Действие и присутствие Ометеотла в космосе
Исходя из изученных нами идей и свойств Ометеотла, мы ответим на вопрос поставленный Г. Байером относительно предполагаемого пантеизма в концепции нагуа о божестве и мире. Байер пишет:
«Бог огня, Хиутекутли, прикрепился во все проникающее и все заполняющее пантеистическое божество, получившее также имя Гуэгуэтвотл, «старый бог», Тота, «наш отец», и Тетеу иная, Тетеу ита, «мать и отец богов». Первоначально, как указывает его имя «Голубой господин», это бог дневного неба, солнечный бог. И так же, как для мексиканцев, Солнце было первоначальным источником всей земной жизни, так и он выполнял ту же самую функцию, что и бог-творец, с которым он по этой причине идентифицируется...»[272]
Действительно, Хиутекутли (Господин огня и времени) в некоторых цитированных нами текстах идентифицируется с Гуэгуэтеотлом (старый бог), с ин Тонан ин Тота (наша мать, наш отец), которые также являются ин Тетеу инан ин Тетеу ита (мать и отец богов), эта пара в других текстах идентифицируется с Ометекутли, Омесигуатл, одним словом, с Ометеотлом[273]. Верно также и то, что индейцы, и ацтеки особенно, рассматривая Солнце как высшее начало, обращались к нему с именем «наша мать, наш отец». Это наряду с другими текстами подтверждает и текст, содержащий слова, произносимые перед трупом женщины, умершей при родах:
Встань, снарядись, встань на ноги,
насладись прекрасным местом:
домом твоей матери, твоего отца, Солнца.
Там есть удача, есть наслаждение, есть счастье.
Иди, следуй к твоей матери, к твоему отцу, Солнцу...[274]
Таким образом, нельзя сомневаться в истинности отождествлений, которые делает Байер в своем неоднократно нами цитированном кратком очерке. Если о чем еще и можно спорить, так это о поспешности утверждения, что Хиутекутли, или, если предпочитаете, Ометеотл, поскольку их идентичность уже доказана, «превратился во всепроникающее и всезаполняющее пантеистическое божество»[275]. В первую очередь необходимо сказать, что в философском смысле термин «пантеистический» имеет различные значения (на что указывают известные философские словари, в том числе Лаланда и Эйслера) и его применение не только не уясняет природу теологической мысли тламатиниме, а приводит к еще большей путанице. Поэтому вместо того, чтобы говорить вообще о «пантеизме», мы предпочитаем наметить своеобразную интерпретацию мысли нагуа, ни на минуту не отрываясь при этом от подлинных данных, содержащихся в уже изученных текстах.
Как уже было показано, тламатиниме, стремясь найти «единственно истинное», пришли к абстрактному пониманию Ометеотла Мойокойатцина — двойственного бога, который «сам себя мыслит и изобретает» в метафизическом «месте» дуальности (Омейокане).
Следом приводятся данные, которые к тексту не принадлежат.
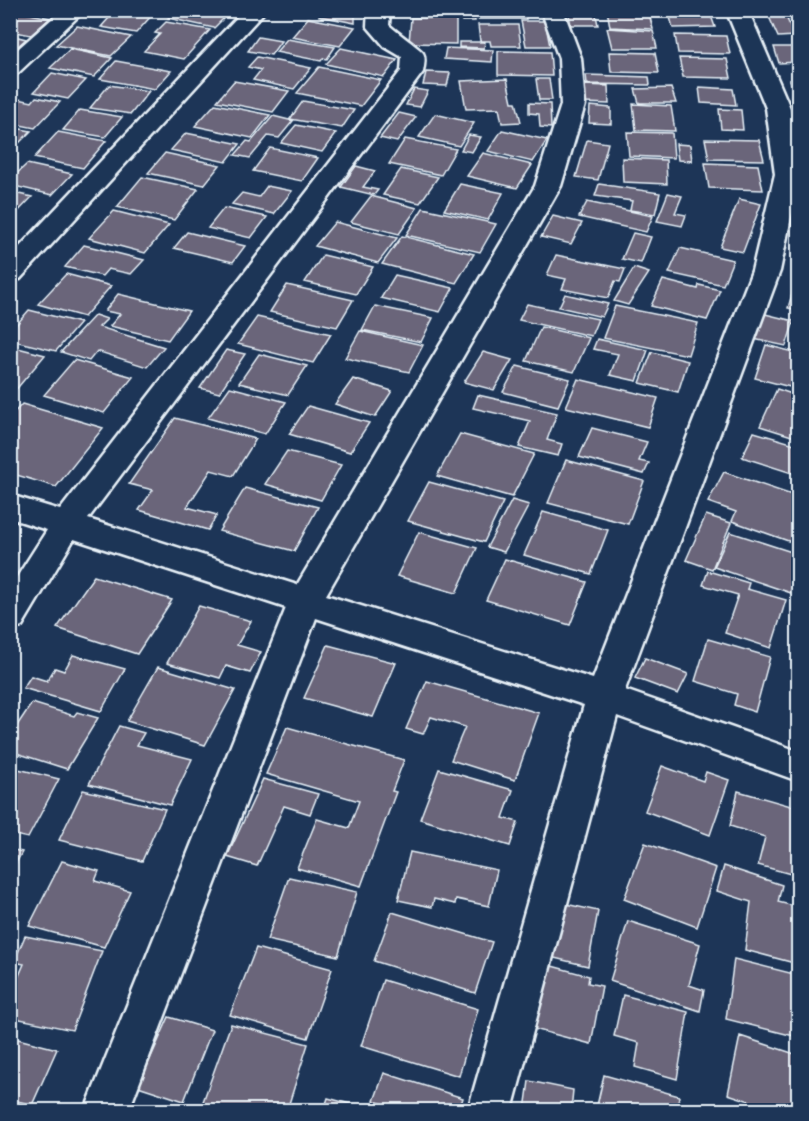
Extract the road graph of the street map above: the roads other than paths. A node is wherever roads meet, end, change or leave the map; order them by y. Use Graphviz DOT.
graph roads {
  1 [pos="75,10"];
  2 [pos="256,10"];
  3 [pos="379,10"];
  4 [pos="552,10"];
  5 [pos="737,10"];
  6 [pos="10,68"];
  7 [pos="10,273"];
  8 [pos="10,506"];
  9 [pos="67,524"];
  10 [pos="306,600"];
  11 [pos="10,617"];
  12 [pos="604,697"];
  13 [pos="798,766"];
  14 [pos="107,1110"];
  15 [pos="490,1110"];
  1 -- 6 [label="street"];
  2 -- 7 [label="street"];
  3 -- 9 [label="street"];
  4 -- 10 [label="street"];
  5 -- 12 [label="street"];
  8 -- 9 [label="street"];
  9 -- 10 [label="street"];
  9 -- 11 [label="street"];
  10 -- 12 [label="street"];
  10 -- 14 [label="street"];
  12 -- 13 [label="street"];
  12 -- 15 [label="street"];
}
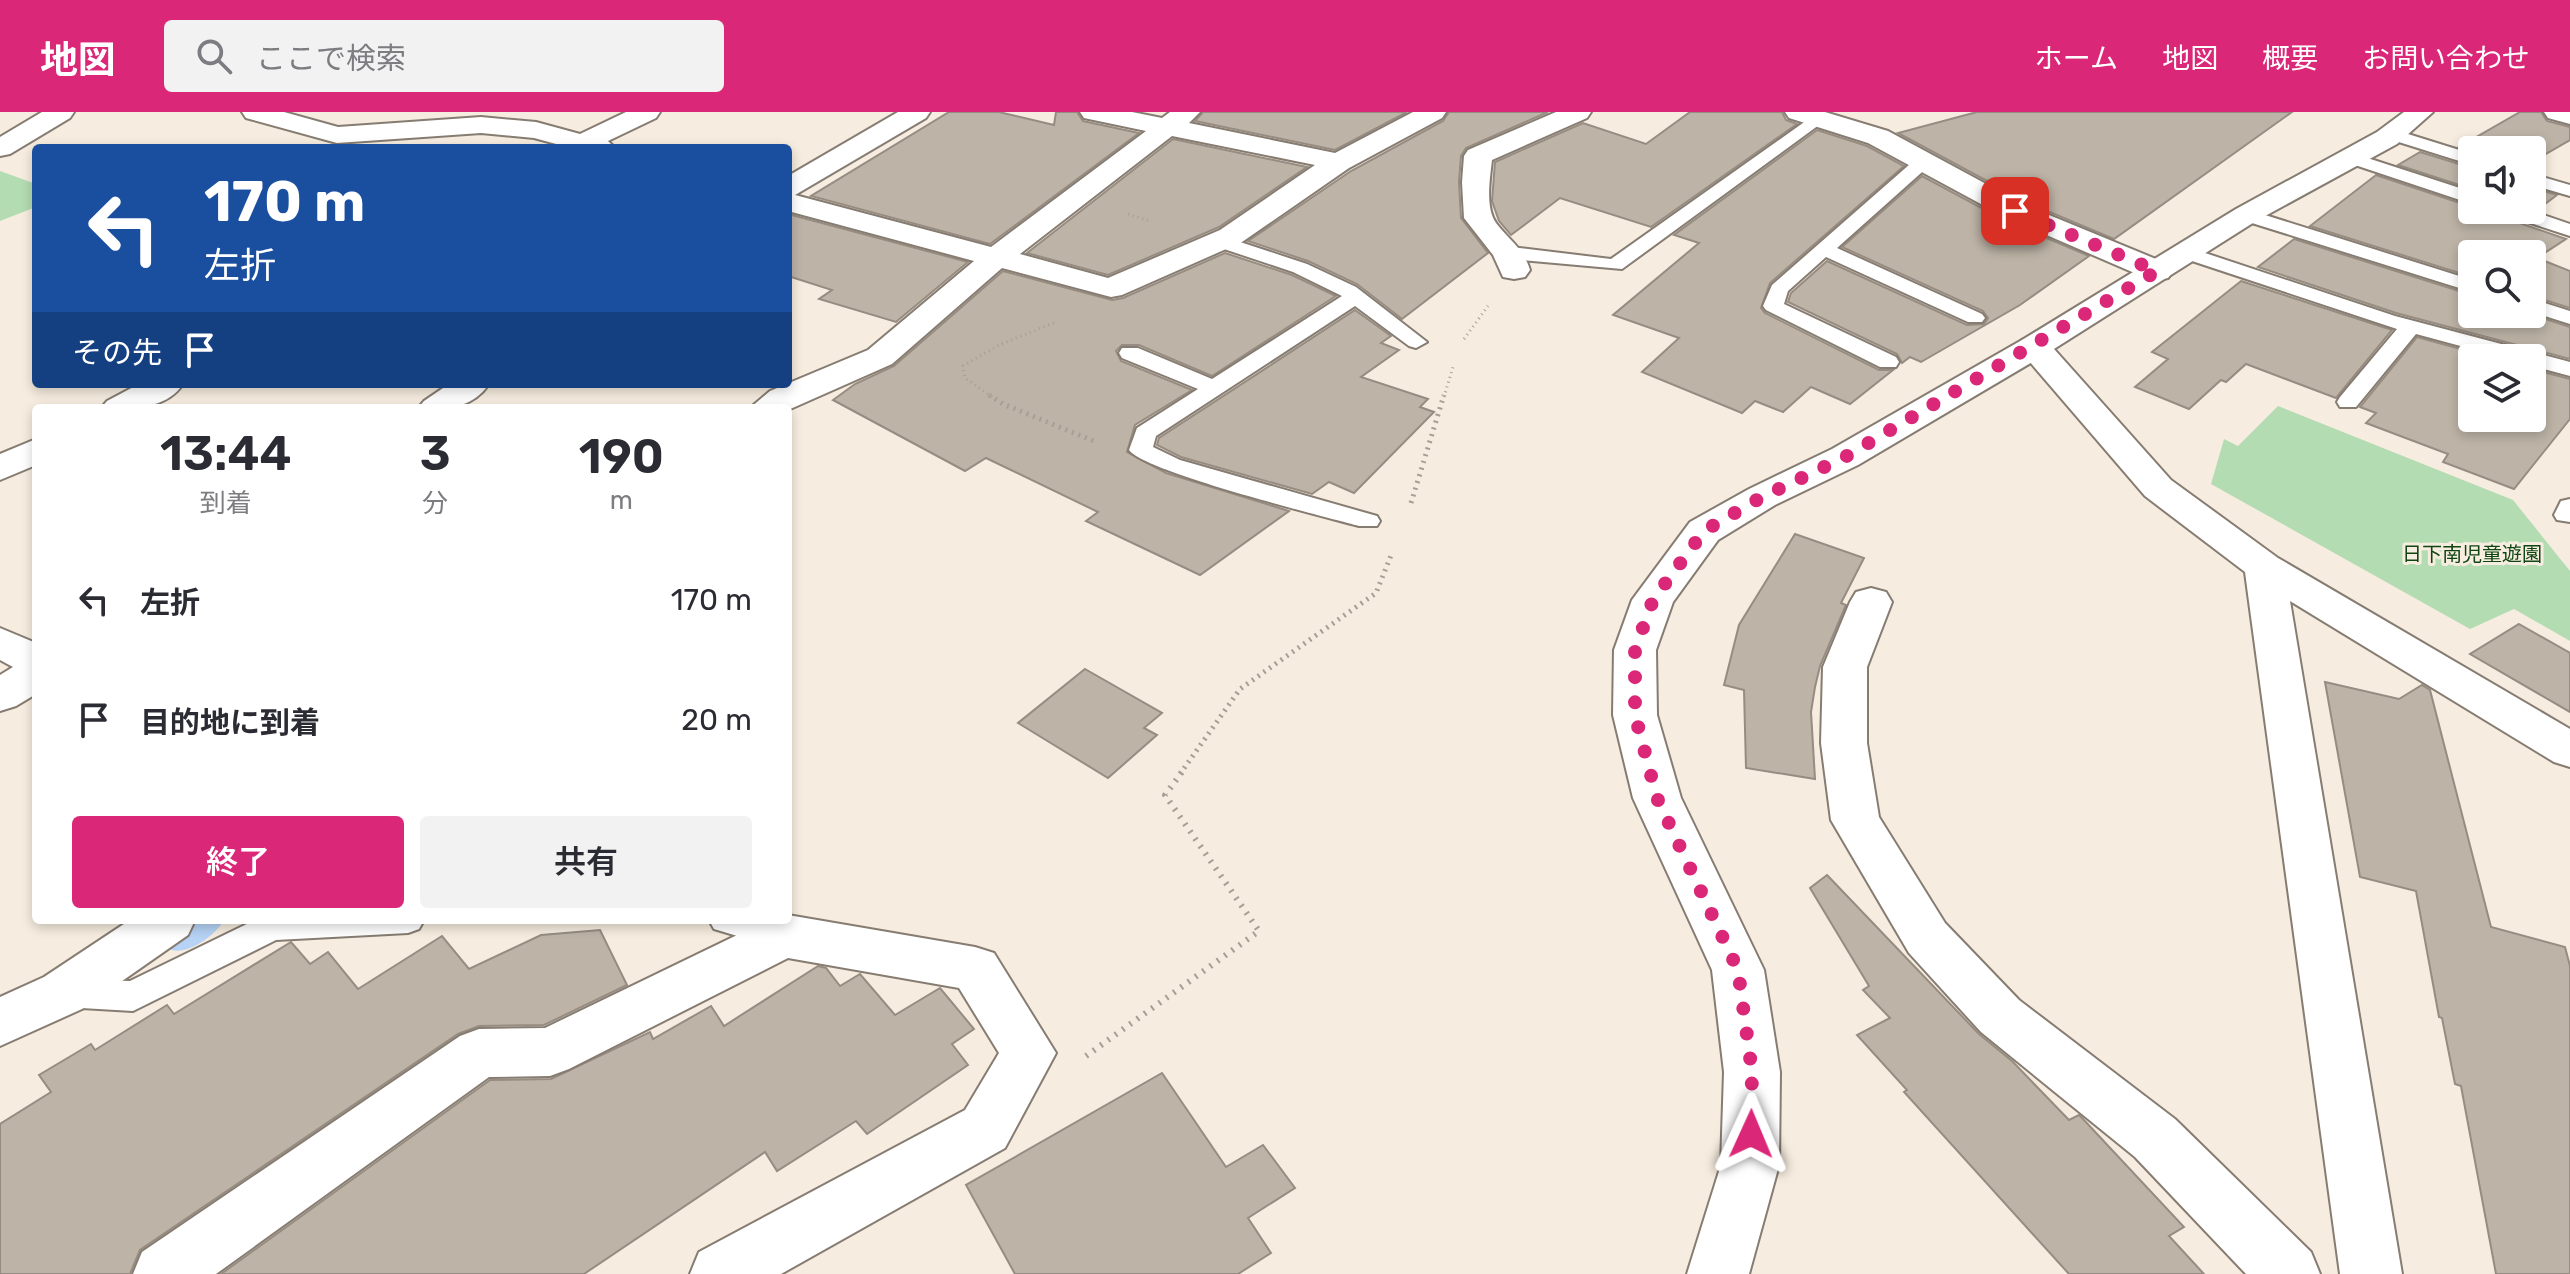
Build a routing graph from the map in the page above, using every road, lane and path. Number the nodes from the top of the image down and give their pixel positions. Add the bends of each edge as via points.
1 (61, 112) edge
2 (255, 112) edge
3 (647, 112) edge
4 (917, 112) edge
5 (1093, 112) edge
6 (1433, 112) edge
7 (1578, 112) edge
8 (2557, 112) edge
9 (1808, 115) edge
10 (2570, 116) edge
11 (450, 120) edge
12 (1177, 120) edge
13 (2406, 123) edge
14 (585, 144) edge
15 (595, 144) edge
16 (0, 148) edge
17 (2458, 152) edge
18 (2352, 158) junction
19 (1924, 161) junction
20 (1339, 162) junction
21 (2546, 183) edge
22 (792, 186) edge
23 (2570, 191) edge
24 (2458, 193) edge
25 (792, 203) edge
26 (2246, 215) junction
27 (2546, 222) edge
28 (2570, 230) edge
29 (1219, 241) junction
30 (1824, 249) junction
31 (996, 258) junction
32 (1512, 262) junction
33 (2172, 262) junction
34 (2458, 282) edge
35 (1356, 296) junction
36 (2546, 310) edge
37 (1975, 318) dead end
38 (2570, 318) edge
39 (1060, 320) dead end
40 (2411, 326) junction
41 (1416, 342) dead end
42 (2478, 344) edge
43 (1459, 345) dead end
44 (2034, 347) junction
45 (1130, 353) dead end
46 (1455, 360) dead end
47 (1888, 362) dead end
48 (2546, 362) edge
49 (2570, 369) edge
50 (158, 388) edge
51 (466, 388) edge
52 (748, 388) edge
53 (1214, 388) junction
54 (2348, 402) dead end
55 (775, 403) edge
56 (127, 404) edge
57 (442, 404) edge
58 (1141, 450) junction
59 (32, 452) edge
60 (0, 469) edge
61 (1409, 508) dead end
62 (1368, 521) dead end
63 (1393, 551) dead end
64 (2264, 567) junction
65 (1871, 602) dead end
66 (0, 642) edge
67 (32, 659) edge
68 (32, 676) edge
69 (0, 695) edge
70 (2570, 750) edge
71 (164, 924) edge
72 (330, 924) edge
73 (740, 924) edge
74 (784, 936) junction
75 (63, 993) junction
76 (0, 1023) edge
77 (1085, 1057) dead end
78 (164, 1274) edge
79 (721, 1274) edge
80 (1718, 1274) edge
81 (2289, 1274) edge
82 (2371, 1274) edge

1 - 16 street
2 - 11 street via 337,135
3 - 15 street
4 - 22 street
5 - 12 street
6 - 20 street
7 - 32 street via 1478,156 1481,223
8 - 10 street
9 - 19 street via 1878,137
9 - 32 lane via 1615,265
11 - 14 street via 536,130
12 - 20 street
12 - 31 street
13 - 17 lane
13 - 18 street
18 - 24 lane
18 - 26 street
19 - 30 lane
19 - 33 street via 2015,211
20 - 29 street
21 - 23 lane
25 - 31 street
26 - 33 street
26 - 34 lane
27 - 28 lane
29 - 31 street via 1111,288
29 - 35 lane via 1300,268
30 - 37 lane
30 - 47 lane via 1779,289 1773,306
31 - 55 street via 880,357
32 - 43 path
33 - 40 lane
33 - 44 street
35 - 41 lane
35 - 53 lane
36 - 38 lane
39 - 58 path via 963,366 965,378 1003,404 1061,429
40 - 42 lane
40 - 54 lane
44 - 64 street via 2158,488
44 - 80 street via 1845,457 1704,531 1653,600 1635,650 1635,715 1657,798 1738,970 1752,1072 1750,1165
45 - 53 lane
46 - 61 path
48 - 49 lane
50 - 56 street
51 - 57 street
52 - 55 street
53 - 58 lane via 1145,433
58 - 62 lane via 1172,465
59 - 60 street
63 - 77 path via 1376,593 1240,689 1165,795 1259,931
64 - 70 street
64 - 82 street
65 - 81 street via 1845,667 1844,743 1855,820 1927,938 2000,1016 2155,1138
66 - 67 street
68 - 69 street
71 - 75 street
72 - 75 lane via 272,927 133,996
73 - 74 lane
74 - 78 street via 550,1052 479,1053
74 - 79 street via 975,969 1029,1053 985,1129
75 - 76 street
Это имеет место за пределами небес и времен, так как сам Ометеотл властвует над ними, о чем свидетельствует его название Хиутекутли (Господин времени и огня). В Омейокане «на тринадцатом небе, о начале которого ничего не известно...»[276], как отмечает «История мексиканцев», существовал ин нелли теотл: «истинный бог», то есть бог, основанный и опирающийся на самого себя. Но благодаря своей творящей природе и способности зачать (Ометекутли, Омесигуатл) он начал действовать. В результате первого развертывания своего двойственного бытия он породил четырех сыновей. С этого момента он стал «матерью и отцом богов». И так как его сыновья родились, «когда была еще ночь», эти первые новые силы получили названия Тецкатлипоки: «дымящие зеркала». Через своих сыновей продолжал действовать сам Ометеотл: «он лег» (оно/а) там, где должен был быть центр, или пуп, Вселенной (тлалхикко), чтобы «дать ей действительность», поддержать ее и позволить своим сыновьям приступить к созданию различных эпох мира. В качестве «зеркала, благодаря которому появляются вещи» (Тецкатланехтия), он сделал возможным и различные творения Солнца. Во время четырех эпох, или Солнц, предшествовавших нашей эпохе, он всегда давал «действительность» (основу) тому, что делали его сыновья. Возможно, он также управлял скрытой диалектикой, выражавшейся в мировых битвах и катаклизмах.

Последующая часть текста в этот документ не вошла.